Quien esto escribe, hasta hace poco tuvo una preocupación fundamental: transmitirle a sus hijos el amor por la música. Tiene cuatro hijos, y con todos y cada uno trató de aplicar el mismo camino: que el arte del sonido les entrara por la simple inercia. Bombardeados por la música, se despertaban con Bach, comían con Beethoven, jugaban con Mozart y cenaban con Schubert. Todos los días, y desde antes que nacieran. La opinión de la mujer de quien escribe, gracias a Dios no contaba. Y así transcurría —y transcurrió— jornada tras jornada, hasta que de pronto ya no eran bebés sino niños. Y aquel hombre se preguntaba a quién ponerles. Qué músico sería capaz de acompañarlos en su vida cotidiana. No que sea superior a aquéllos, imposible, pero que les transmitiera nuevas emociones, que les resultara divertido y luminoso, que les provocara el gusto por la vida. La respuesta fue una: Vivaldi.

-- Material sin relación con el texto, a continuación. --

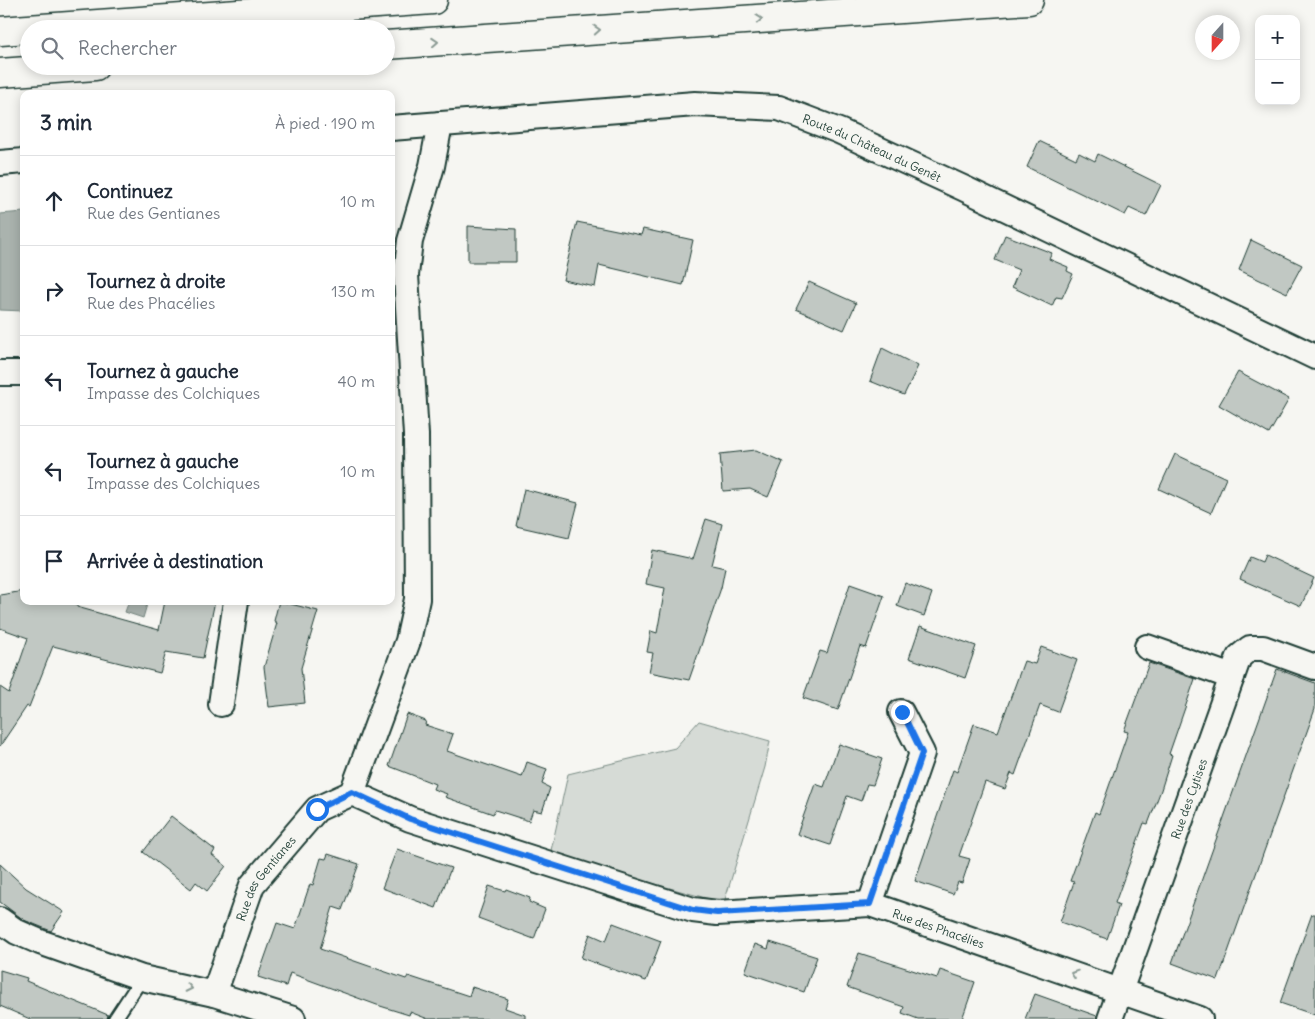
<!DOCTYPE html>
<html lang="fr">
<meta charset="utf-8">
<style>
body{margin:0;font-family:Delius,sans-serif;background:#f2f2f3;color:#1f2937}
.controls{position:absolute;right:15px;top:15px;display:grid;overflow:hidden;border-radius:10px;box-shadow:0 2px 12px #0003}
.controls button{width:45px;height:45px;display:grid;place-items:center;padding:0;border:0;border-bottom:1px solid #e0e1e3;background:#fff;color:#1f2937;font:25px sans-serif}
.compass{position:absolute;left:1195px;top:15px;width:45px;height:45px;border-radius:50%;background:#fff;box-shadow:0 2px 12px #0003;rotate:201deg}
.stop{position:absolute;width:15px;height:15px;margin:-11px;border:4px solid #1a73e8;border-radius:50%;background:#fff}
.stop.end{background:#1a73e8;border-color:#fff;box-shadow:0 1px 5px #0008}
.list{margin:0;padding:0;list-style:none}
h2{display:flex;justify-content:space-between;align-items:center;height:65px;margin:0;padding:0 20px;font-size:21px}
h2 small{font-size:16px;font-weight:400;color:#747a83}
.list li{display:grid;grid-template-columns:32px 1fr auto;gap:15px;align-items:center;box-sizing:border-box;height:90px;padding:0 20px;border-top:1px solid #e0e1e3}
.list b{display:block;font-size:19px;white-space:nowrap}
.list p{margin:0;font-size:16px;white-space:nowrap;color:#747a83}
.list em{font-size:16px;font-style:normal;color:#747a83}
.icon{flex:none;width:28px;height:28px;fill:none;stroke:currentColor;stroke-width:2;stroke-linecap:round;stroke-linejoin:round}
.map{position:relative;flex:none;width:1315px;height:1019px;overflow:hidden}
.search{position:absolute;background:#fff;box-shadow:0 2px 12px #0003;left:20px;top:20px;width:375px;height:55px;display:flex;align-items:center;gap:12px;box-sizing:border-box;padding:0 18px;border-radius:28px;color:#747a83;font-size:19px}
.panel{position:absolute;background:#fff;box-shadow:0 2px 12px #0003;left:20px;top:90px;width:375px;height:515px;border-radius:10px}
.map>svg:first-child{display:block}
.green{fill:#d6dbd6;stroke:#7a8c85}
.water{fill:#aab3ae;stroke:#72847d}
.building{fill:#c1c8c3;stroke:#1f3d34}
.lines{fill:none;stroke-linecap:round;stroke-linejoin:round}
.lane-casing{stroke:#1f3d34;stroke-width:16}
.street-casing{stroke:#1f3d34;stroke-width:28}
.highway-casing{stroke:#1f3d34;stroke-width:31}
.lane{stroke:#f6f6f2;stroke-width:12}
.street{stroke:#f6f6f2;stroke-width:24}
.highway{stroke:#f6f6f2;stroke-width:28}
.oneway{stroke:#8a9a93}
.route{stroke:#1a73e8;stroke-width:6}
.labels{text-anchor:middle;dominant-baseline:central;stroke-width:4.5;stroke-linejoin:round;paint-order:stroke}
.street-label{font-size:12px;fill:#1f3d34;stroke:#f6f6f2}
</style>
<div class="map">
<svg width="1315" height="1019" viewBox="0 0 1315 1019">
<rect width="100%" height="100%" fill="#f6f6f2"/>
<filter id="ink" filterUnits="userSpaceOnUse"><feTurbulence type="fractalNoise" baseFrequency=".02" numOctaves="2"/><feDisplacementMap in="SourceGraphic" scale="10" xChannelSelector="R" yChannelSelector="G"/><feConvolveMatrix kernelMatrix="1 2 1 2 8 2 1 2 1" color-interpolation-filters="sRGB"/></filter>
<g filter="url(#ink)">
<polygon class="green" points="699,721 770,741 765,767 724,903 550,855 568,774 675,748"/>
<g class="water">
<polygon points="24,212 24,311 0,310 0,214"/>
<polygon points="129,601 148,601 143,618 125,612"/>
</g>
<g class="building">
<polygon points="1039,141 1076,159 1079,153 1095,161 1098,154 1161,185 1146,216 1129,208 1125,215 1027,167"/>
<polygon points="577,222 641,235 643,229 693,240 683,285 599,265 595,287 563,280"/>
<polygon points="468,226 516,229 516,262 468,262"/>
<polygon points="1005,235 1052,253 1049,259 1068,267 1067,271 1073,274 1062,298 1056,297 1052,306 1012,287 1019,270 995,260"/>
<polygon points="1251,240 1302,265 1287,293 1239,270"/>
<polygon points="809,282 856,303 844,330 796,309"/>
<polygon points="882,348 918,366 904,395 870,381"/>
<polygon points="1238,372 1289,399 1269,434 1219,405"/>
<polygon points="756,450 783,462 768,497 750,489 723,491 720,454"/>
<polygon points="1175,454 1226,478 1211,513 1159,489"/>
<polygon points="524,489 578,503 569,538 516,526"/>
<polygon points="706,519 722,524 712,565 725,568 721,588 689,680 649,672 653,653 647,652 651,631 657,633 665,588 646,584 652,550 693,559"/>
<polygon points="1265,555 1314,578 1301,606 1240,579 1250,557 1262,562"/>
<polygon points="905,583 932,593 924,616 897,606"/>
<polygon points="850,584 884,596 866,648 860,646 838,710 803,698 820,651 827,653"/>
<polygon points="24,591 24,601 77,601 77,607 159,630 165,601 215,601 203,658 166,652 160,673 53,646 29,707 27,706 0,746 0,687 9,693 28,638 0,628 0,595"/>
<polygon points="279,601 318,611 301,668 305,703 269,707 264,667 277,623 274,621"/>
<polygon points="920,626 976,646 965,678 909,658"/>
<polygon points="1041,647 1077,660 1058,712 1040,705 1015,775 1011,773 1005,789 985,782 959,856 970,859 962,883 958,882 953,894 915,881 953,770 957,772 974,724 998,732 1024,661 1035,664"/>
<polygon points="1149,663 1195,679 1169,754 1172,755 1161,790 1148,824 1144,823 1115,903 1119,905 1107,939 1060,922 1074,882 1070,881 1095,812 1099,814 1107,792 1128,732 1124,731"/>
<polygon points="1277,669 1315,683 1315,709 1218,980 1172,963"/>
<polygon points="407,714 426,721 425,725 453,734 447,751 522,777 527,762 547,769 542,784 550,788 542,812 533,810 529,821 495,810 493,814 445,797 447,794 433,789 435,784 389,766"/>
<polygon points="839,744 882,759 873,785 867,784 861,801 847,796 830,845 797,834 815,784 824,787"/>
<polygon points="171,816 215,850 212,855 226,866 207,891 196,882 191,889 143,852"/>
<polygon points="397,849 451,868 436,908 382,888"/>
<polygon points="328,854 359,864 342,910 333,907 320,949 406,979 408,976 469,996 472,987 508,999 505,1008 525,1015 525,1019 428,1019 410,1012 409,1015 377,1005 290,973 286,986 258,977 277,923 295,929 310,884 313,885 321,858 326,859"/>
<polygon points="0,864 26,888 64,912 51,931 24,920 0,902"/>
<polygon points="489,886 505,891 506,889 530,898 529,902 545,909 534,939 478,918"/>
<polygon points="1312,914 1315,914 1315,1015 1280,1003"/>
<polygon points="613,923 661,941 646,981 581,958 590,934 606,941"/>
<polygon points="770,942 817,957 804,992 745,972 755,944 768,949"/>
<polygon points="859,953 937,978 940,970 975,982 962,1019 918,1019 902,1013 904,1007 847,987"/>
<polygon points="0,970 27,978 26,981 108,1015 107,1019 30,1019 0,1006"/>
<polygon points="1035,994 1097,1016 1097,1019 1025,1019"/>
</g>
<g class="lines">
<defs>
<polyline id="lane" points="115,1019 142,978"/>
<g id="street">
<path id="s1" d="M391,128L695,104L779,108L839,131L963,188L1315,357"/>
<polyline points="0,163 24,161"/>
<polyline points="0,373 24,373"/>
<polyline points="1147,647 1232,677"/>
<polyline points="221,704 236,601"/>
<path id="s2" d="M352,793L410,819L693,910L717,913L870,904L1200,1019"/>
<polyline points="352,793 408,641 417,599 416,435 406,275 410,241 432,166 440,124"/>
<polyline points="870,904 922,753 901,712"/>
<polyline points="0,920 17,932 40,942 142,978 214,994 293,1019"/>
<path id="s3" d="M214,994L252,885L317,809L352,793"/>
<path id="s4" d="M1110,1019L1239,657L1250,648H1263L1315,667"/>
</g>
<g id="highway">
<polyline points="0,31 433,0"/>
<polyline points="386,45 1029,0"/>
<polyline points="0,73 95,66"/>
</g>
</defs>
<use href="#lane" class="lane-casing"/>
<use href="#street" class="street-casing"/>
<use href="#highway" class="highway-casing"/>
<use href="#lane" class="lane"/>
<use href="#street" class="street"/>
<use href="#highway" class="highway"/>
</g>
<defs><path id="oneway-chevron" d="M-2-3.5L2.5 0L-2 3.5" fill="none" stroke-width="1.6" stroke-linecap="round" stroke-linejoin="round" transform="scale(1.25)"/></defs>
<g class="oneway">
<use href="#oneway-chevron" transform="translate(759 19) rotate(-4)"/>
<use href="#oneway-chevron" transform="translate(597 30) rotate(-4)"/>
<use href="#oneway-chevron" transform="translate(435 42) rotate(-4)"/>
<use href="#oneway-chevron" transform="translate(1074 974) rotate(-161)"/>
<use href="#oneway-chevron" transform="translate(189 988) rotate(12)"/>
</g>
</g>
<g class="lines" filter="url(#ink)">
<polyline class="route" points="317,809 352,792 410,819 693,910 717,913 870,904 922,753 902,712"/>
</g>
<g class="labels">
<g class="street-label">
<text stroke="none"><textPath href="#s1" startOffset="490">Route du Château du Genêt</textPath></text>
<text stroke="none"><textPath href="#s4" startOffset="234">Rue des Cytises</textPath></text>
<text stroke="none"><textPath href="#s3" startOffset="128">Rue des Gentianes</textPath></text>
<text stroke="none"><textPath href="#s2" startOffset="611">Rue des Phacélies</textPath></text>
</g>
</g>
</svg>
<div class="controls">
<button>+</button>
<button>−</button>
</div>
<svg class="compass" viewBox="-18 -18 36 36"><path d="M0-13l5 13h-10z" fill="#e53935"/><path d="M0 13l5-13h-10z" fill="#747a83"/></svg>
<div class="stop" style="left:317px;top:809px"></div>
<div class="stop end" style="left:902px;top:712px"></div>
<div class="search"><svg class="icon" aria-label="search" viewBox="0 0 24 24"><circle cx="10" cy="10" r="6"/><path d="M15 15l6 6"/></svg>Rechercher</div>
<section class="panel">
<h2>3 min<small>À pied · 190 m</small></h2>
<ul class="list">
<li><svg class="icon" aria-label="ahead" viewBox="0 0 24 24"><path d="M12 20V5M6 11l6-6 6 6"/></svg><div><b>Continuez</b><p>Rue des Gentianes</p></div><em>10 m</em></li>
<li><svg class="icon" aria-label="right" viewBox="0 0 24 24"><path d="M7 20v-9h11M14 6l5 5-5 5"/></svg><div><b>Tournez à droite</b><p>Rue des Phacélies</p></div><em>130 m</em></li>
<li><svg class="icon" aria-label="left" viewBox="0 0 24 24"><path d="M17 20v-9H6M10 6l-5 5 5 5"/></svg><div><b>Tournez à gauche</b><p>Impasse des Colchiques</p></div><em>40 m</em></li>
<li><svg class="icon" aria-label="left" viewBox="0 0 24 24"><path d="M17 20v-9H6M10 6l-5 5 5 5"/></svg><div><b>Tournez à gauche</b><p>Impasse des Colchiques</p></div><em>10 m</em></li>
<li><svg class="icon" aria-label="arrive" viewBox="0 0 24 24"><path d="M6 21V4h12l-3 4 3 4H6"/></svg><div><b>Arrivée à destination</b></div></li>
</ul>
</section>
</div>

Y Las Cuatro Estaciones. Había que ver la cara de los niños cuando escuchaban esta obra. Los ojos se les iluminaban como si fueran a romper una piñata, o a desenvolver sus regalos de Navidad. Cómo recuerdo aquellos ojos de mis hijos. Ahí, justo ahí, justo en ese momento, se acababa para mí aquella pregunta que ha atormentado a tantos seres humanos y que tiene que ver con el destino y la muerte: ¿de dónde vengo, a dónde voy? Escuchaban Las Cuatro Estaciones y la vida parecía sonreírles aún con mayor complicidad. Porque eso es Vivaldi: un cómplice de los niños y de quienes aman la vida y el asombro. Cuando se le escucha, todo se vuelve agradable y amable. Qué lejos quedan a partir de ese momento el drama de la música romántica, la subjetividad del impresionismo, el intelectualismo de la música experimental. Las Cuatro Estaciones son un dulce remanso, lo sublime vuelto arte del sonido.

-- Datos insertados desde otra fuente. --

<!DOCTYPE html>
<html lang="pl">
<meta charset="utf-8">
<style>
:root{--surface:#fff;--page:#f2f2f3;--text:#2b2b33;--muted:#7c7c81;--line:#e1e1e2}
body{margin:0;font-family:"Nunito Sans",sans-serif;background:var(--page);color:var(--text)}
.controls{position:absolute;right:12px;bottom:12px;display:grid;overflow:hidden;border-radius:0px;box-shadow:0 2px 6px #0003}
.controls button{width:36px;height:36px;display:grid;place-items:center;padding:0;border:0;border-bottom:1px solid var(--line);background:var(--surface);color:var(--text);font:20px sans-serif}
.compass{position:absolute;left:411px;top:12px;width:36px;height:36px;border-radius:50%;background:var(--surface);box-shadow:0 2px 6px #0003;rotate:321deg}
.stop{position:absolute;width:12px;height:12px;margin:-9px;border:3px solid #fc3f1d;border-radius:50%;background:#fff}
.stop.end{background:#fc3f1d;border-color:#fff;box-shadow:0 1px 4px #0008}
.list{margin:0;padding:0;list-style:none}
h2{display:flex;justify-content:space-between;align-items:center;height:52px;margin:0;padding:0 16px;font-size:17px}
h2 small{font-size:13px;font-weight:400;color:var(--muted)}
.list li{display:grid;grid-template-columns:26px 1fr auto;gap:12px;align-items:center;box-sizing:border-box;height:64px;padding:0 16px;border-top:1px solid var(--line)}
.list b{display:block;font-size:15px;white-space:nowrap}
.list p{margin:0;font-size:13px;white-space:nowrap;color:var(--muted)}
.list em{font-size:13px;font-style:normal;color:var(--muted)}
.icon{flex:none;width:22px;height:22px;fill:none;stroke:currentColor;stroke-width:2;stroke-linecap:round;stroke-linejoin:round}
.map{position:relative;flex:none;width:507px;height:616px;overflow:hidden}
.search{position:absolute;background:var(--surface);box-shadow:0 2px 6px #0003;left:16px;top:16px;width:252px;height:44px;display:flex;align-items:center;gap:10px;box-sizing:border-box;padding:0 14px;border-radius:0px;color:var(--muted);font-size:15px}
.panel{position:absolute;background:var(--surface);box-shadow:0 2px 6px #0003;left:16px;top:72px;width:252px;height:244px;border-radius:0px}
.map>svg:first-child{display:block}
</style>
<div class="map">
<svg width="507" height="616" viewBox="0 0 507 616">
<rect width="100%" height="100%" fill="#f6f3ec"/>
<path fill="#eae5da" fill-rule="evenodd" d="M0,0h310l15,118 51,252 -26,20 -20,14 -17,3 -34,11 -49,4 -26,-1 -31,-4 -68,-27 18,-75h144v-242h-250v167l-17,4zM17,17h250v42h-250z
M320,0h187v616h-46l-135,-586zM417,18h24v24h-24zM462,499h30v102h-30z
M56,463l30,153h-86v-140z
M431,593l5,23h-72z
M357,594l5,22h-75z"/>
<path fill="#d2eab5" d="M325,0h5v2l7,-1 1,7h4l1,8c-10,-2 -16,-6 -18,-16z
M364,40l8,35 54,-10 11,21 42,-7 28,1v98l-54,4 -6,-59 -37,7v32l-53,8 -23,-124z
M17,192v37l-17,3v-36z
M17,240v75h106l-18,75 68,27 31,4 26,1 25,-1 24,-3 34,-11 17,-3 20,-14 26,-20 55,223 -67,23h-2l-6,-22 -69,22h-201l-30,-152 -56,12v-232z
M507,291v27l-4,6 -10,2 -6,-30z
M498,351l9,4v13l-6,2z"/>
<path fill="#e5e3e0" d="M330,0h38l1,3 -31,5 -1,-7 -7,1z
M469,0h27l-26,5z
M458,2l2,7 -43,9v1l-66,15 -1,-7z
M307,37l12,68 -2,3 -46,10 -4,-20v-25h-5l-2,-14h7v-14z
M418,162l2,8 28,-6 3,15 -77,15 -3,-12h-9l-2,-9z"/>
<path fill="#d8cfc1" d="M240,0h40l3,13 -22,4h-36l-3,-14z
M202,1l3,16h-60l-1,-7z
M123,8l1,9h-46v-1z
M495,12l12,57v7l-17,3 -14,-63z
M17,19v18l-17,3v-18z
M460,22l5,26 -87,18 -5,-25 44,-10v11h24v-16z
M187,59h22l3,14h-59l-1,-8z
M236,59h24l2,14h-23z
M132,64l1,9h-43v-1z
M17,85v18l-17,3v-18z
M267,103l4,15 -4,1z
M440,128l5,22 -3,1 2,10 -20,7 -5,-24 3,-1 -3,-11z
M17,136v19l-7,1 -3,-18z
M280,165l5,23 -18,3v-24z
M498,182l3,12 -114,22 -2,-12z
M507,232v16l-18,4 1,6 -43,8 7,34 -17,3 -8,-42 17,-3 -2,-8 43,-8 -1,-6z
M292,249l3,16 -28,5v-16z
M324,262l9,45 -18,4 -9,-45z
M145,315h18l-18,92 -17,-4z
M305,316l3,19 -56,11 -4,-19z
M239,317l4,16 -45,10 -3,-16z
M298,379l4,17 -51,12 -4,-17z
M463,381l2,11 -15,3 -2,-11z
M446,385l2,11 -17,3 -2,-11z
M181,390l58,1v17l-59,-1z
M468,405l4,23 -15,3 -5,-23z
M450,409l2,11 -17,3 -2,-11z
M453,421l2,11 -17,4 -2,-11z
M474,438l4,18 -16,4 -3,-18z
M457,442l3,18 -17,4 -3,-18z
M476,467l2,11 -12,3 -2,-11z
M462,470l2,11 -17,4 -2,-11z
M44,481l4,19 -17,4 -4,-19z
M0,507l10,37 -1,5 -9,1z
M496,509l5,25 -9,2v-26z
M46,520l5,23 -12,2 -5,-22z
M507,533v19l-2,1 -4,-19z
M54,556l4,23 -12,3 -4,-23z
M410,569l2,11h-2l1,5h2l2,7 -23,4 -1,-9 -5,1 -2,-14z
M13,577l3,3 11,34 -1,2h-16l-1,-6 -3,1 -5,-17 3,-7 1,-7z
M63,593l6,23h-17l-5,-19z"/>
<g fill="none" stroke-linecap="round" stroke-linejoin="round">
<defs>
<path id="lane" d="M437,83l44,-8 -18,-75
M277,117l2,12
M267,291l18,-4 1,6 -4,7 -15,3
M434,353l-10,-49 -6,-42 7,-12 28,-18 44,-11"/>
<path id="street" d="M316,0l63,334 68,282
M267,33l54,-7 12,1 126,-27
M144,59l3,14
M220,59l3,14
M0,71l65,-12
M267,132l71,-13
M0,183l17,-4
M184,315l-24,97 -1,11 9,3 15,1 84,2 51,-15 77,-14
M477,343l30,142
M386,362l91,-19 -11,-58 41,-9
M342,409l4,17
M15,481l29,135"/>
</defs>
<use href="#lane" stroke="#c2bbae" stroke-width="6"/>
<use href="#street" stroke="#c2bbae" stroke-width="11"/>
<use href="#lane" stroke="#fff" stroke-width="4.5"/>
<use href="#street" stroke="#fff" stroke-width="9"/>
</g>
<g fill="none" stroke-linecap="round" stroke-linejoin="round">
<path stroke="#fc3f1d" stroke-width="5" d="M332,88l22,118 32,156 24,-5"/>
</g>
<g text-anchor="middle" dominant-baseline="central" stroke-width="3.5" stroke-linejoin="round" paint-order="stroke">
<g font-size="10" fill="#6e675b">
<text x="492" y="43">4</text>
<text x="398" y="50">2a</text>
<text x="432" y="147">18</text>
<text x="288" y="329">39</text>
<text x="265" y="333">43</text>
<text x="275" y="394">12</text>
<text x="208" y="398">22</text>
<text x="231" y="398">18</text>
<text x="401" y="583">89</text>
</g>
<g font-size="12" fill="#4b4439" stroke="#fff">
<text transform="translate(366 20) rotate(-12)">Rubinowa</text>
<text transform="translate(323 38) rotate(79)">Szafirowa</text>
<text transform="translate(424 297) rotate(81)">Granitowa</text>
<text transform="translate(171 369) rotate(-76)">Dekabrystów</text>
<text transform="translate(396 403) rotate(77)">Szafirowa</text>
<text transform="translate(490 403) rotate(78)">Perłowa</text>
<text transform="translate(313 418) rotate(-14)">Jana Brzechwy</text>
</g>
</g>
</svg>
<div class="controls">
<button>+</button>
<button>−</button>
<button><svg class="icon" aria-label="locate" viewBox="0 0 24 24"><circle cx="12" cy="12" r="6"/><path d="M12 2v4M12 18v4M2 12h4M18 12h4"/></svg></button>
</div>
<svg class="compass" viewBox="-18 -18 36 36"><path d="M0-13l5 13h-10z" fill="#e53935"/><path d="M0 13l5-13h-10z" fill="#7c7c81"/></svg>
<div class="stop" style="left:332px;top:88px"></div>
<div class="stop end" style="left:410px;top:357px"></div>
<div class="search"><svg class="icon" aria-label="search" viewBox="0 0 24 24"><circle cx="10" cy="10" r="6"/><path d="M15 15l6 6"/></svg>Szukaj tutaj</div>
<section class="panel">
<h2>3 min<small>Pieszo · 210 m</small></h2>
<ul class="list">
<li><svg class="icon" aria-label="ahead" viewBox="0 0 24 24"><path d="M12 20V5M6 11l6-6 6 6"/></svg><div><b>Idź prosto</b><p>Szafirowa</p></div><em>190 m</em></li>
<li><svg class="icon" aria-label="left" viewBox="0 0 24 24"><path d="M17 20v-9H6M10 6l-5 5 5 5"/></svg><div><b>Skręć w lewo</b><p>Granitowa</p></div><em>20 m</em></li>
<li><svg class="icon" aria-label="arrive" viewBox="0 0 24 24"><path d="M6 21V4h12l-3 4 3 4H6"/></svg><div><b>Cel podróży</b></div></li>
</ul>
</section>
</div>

Pues bien, les puse esta música a mis hijos y les puse la vida por delante. Porque a partir de entonces Vivaldi fue algo así como su ángel guardián. Y lo más curioso de todo es que al paso del tiempo dejaron de creer en Dios, y aun así me rogaban que les pusiera esa música para conciliar el sueño. No quiero preguntarme de qué consta esta obra, porque hay cosas que no debe uno preguntarse. Porque además creo que no hay respuesta. De pronto en la historia del arte hay enigmas que tienen que ver con lo inefable, con lo más alto, y para lo que el lenguaje convencional es poco menos que inútil.

Vivaldi escribió sus Cuatro Estaciones a partir de sonetos que él mismo pergeñó y que de pronto se suelen decir cuando esta obra se toca en público. Son bellos pero no tanto como la música. Vivaldi era compositor, no poeta. Aunque se ha de ver visto tentado. Quién no. La palabra tiene algo que atrae. Y Vivaldi era muy dado a transgredir los límites. Llamado Il petirrojo por su cabellera casi escarlata, acometía cualquier empresa sin importarle escollos ni dificultades. Compositor prolífico envidiable, solía batirse —con el violín en lugar de espada— hasta dirimir quién era mejor violinista (y lo hizo con Tartini, a quien venció). Se cuentan más cosas de él, que su corazón temblaba a la vista de una niña dulce y hermosa. Quién sabe. Sea como fuere, Antonio Vivaldi es de los compositores favoritos de todas las épocas. Nada importa si alguien lo considera demasiado accesible. Consuela y alegra el corazón humano, y eso es suficiente.